Exercise description ▸ Which lines below include the string "above"? Please show each one.

==== Task inputs

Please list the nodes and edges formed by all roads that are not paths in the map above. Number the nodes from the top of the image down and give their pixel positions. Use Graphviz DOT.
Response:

========
==== Task inputs

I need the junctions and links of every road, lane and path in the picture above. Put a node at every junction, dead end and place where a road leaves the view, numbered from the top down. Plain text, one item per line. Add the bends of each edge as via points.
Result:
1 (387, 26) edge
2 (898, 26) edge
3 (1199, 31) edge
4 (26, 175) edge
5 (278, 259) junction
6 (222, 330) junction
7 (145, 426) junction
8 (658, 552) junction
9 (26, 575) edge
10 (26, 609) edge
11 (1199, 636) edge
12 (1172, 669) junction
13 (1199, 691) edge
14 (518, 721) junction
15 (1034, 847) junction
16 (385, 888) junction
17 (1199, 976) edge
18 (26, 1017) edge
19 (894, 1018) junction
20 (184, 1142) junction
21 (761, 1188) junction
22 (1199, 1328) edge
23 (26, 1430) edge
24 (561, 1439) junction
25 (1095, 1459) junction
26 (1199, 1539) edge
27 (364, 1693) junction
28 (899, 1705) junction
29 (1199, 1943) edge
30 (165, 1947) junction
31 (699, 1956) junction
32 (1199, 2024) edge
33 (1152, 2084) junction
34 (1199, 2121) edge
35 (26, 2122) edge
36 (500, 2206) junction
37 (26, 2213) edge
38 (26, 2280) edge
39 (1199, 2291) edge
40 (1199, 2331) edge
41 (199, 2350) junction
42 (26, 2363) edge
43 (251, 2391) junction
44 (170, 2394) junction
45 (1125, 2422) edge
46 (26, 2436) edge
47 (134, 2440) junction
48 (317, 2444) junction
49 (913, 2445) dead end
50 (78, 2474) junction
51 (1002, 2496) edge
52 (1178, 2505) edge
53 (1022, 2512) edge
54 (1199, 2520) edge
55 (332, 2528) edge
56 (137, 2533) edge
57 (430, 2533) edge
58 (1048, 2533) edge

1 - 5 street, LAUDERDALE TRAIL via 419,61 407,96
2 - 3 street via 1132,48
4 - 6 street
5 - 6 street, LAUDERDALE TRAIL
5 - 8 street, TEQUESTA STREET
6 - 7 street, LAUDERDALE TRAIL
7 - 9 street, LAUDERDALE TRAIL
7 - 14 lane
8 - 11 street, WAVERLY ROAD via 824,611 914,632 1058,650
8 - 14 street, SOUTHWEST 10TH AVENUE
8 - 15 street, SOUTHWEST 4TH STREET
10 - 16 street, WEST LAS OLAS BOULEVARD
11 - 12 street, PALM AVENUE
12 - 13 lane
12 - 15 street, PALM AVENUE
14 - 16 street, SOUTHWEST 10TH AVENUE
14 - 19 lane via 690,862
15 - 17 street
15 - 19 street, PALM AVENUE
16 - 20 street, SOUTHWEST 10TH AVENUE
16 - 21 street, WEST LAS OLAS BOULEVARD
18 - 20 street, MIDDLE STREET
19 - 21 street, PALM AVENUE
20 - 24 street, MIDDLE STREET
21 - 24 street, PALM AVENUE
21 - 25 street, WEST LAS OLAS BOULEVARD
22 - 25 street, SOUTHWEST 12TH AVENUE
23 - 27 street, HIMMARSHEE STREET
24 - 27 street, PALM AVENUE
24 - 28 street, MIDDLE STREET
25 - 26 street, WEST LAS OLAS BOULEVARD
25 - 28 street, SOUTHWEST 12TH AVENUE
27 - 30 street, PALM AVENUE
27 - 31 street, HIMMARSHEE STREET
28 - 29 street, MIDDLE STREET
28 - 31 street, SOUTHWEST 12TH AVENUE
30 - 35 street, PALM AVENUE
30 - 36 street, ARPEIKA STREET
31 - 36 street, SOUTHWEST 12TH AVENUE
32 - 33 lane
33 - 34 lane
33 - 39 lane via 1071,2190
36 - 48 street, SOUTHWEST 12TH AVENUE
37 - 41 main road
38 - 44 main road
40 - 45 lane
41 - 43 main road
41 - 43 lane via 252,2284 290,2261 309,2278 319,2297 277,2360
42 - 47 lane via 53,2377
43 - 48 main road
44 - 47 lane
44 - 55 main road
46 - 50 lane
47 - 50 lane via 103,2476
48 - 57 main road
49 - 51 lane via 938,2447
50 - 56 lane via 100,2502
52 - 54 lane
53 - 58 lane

========
==== Task inputs

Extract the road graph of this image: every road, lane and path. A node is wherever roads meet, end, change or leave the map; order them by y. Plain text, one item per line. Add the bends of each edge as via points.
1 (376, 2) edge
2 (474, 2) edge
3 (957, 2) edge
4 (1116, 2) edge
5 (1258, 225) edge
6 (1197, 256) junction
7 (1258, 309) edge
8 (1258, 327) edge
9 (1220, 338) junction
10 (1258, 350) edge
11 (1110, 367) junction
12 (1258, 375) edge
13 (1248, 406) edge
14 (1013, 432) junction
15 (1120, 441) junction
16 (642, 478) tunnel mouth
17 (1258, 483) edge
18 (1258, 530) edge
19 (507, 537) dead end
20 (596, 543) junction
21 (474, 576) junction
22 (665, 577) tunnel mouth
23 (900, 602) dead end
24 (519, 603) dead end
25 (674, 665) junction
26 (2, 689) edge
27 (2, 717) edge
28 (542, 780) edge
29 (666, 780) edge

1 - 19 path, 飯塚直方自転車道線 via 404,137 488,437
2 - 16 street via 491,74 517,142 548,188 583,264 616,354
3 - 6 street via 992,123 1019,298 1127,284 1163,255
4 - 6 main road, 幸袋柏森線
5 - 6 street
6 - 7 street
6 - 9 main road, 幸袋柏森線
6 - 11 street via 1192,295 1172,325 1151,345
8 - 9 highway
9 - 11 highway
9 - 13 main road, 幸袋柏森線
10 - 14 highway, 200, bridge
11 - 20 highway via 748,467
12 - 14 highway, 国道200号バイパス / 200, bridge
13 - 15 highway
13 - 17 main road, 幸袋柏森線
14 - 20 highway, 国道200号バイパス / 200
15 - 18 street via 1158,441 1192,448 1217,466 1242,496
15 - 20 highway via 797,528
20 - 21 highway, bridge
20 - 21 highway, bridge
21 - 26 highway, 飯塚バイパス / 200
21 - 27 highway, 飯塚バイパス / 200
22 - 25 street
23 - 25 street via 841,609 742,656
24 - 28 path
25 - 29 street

========

Solution for this problem ▸
Please list the nodes and edges formed by all roads that are not paths in the map above. Number the nodes from the top of the image down and give their pixel positions. Use Graphviz DOT.
I need the junctions and links of every road, lane and path in the picture above. Put a node at every junction, dead end and place where a road leaves the view, numbered from the top down. Plain text, one item per line. Add the bends of each edge as via points.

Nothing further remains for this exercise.